We review a trial court's ruling on the admission of evidence for an abuse of discretion. Tillman v. State, 354 S.W.3d 425, 435 (Tex. Crim. App. 2011); Walker v. State, 321 S.W.3d 18, 22 (Tex. App.—Houston [1st Dist.] 2009, pet. dism'd). A trial court abuses its discretion if it acts arbitrarily, unreasonably, or without reference to any guiding rules or principles. Montgomery v. State, 810 S.W.2d 372, 380 (Tex. Crim. App. 1990). When considering a trial court's decision to admit evidence, we will not reverse the trial court's ruling unless it falls outside the "zone of reasonable disagreement." Green v. State, 934 S.W.2d 92, 102 (Tex. Crim. App. 1996) (internal quotations omitted). We will uphold a trial court's evidentiary ruling if it is correct on any theory of law applicable to that ruling. De La Paz v. State, 279 S.W.3d 336, 344 (Tex. Crim. App. 2009).

Admission of Evidence

In his sole issue, appellant argues that the trial court erred in admitting into evidence State's Exhibit 191, an audio-recorded statement that appellant's former girlfriend, McClurg, gave to Sergeant Ferguson, because it constitutes hearsay and was not admissible under the recorded-recollection exception to the hearsay rule. See TEX. R. EVID. 801(d), 802, 803(5).

We may not determine whether a trial court erred in the admission of evidence unless error is preserved for our review. See Martinez v. State, 98 S.W.3d 189, 193 (Tex. Crim. App. 2003). To preserve the issue of erroneously admitted evidence, a party must make a timely and specific objection and obtain a ruling from the trial court. TEX. R. APP. P. 33.1(a); Martinez, 98 S.W.3d at 193. "The purpose of requiring a specific objection in the trial court is twofold: (1) to inform the trial [court] of the basis of the objection and give [it] the opportunity to rule on it[] [and] (2) to give opposing counsel the opportunity to respond to the complaint." Resendez v. State, 306 S.W.3d 308, 312 (Tex. Crim. App. 2009). A party "must be specific enough so as to 'let the trial [court] know what he wants, why he thinks himself entitled to it, and do so clearly enough for the [trial court] to understand him at a time when the trial court is in a proper position to do something about it.'" Id. at 313 (quoting Lankston v. State, 827 S.W.2d 907, 909 (Tex. Crim. App. 1992)).
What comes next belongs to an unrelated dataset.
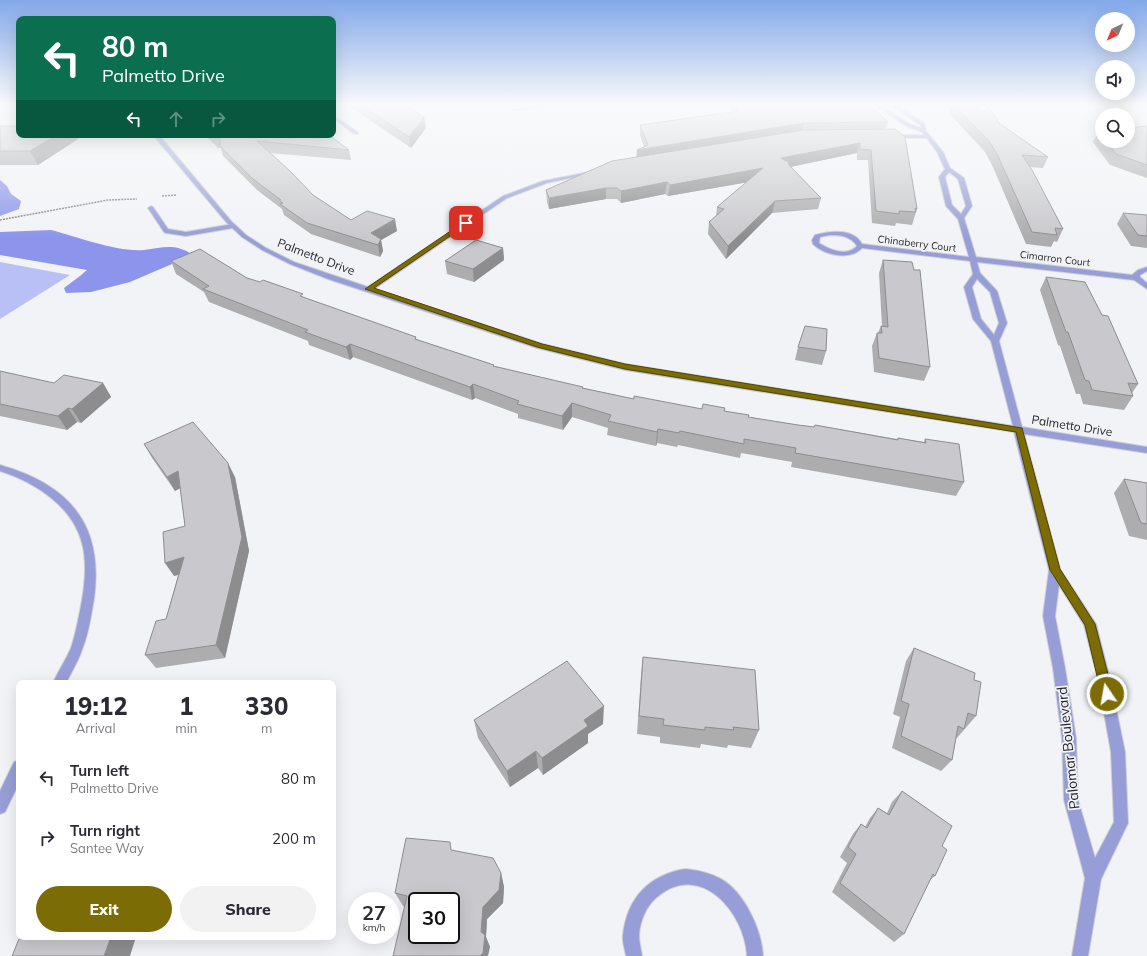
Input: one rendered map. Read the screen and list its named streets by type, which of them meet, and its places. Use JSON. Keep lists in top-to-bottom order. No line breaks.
{"streets":{"street":["Chinaberry Court","Palmetto Drive","Cimarron Court","Palomar Boulevard"]},"crossings":[["Chinaberry Court","Cimarron Court"],["Palmetto Drive","Palomar Boulevard"]],"north":"bottom left","page":{"turn":["80 m","Palmetto Drive"],"eta":["19:12","Arrival","1","min","330","m"],"list":[{"name":"Turn left","note":"Palmetto Drive","value":"80 m"},{"name":"Turn right","note":"Santee Way","value":"200 m"}],"buttons":["Exit","Share"],"speed":"27 km/h","limit":"30"}}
A party also fails to preserve error when the contention urged on appeal does not comport with the specific complaint made in the trial court. See Lovill v. State, 319 S.W.3d 687, 691-92 (Tex. Crim. App. 2009); Rothstein v. State, 267 S.W.3d 366, 373 (Tex. App.—Houston [14th Dist.] 2008, pet. ref'd).

We must consider the context of the complaint to determine if the party preserved error. Resendez, 306 S.W.3d at 313. If the correct ground for exclusion was obvious to the trial court and opposing counsel, waiver will not result from a general or imprecise objection. Zillender v. State, 557 S.W.2d 515, 517 (Tex. Crim. App. 1977). However, if the context shows that a party failed to effectively communicate his argument, then the error is deemed waived on appeal. Lankston, 827 S.W.2d at 909.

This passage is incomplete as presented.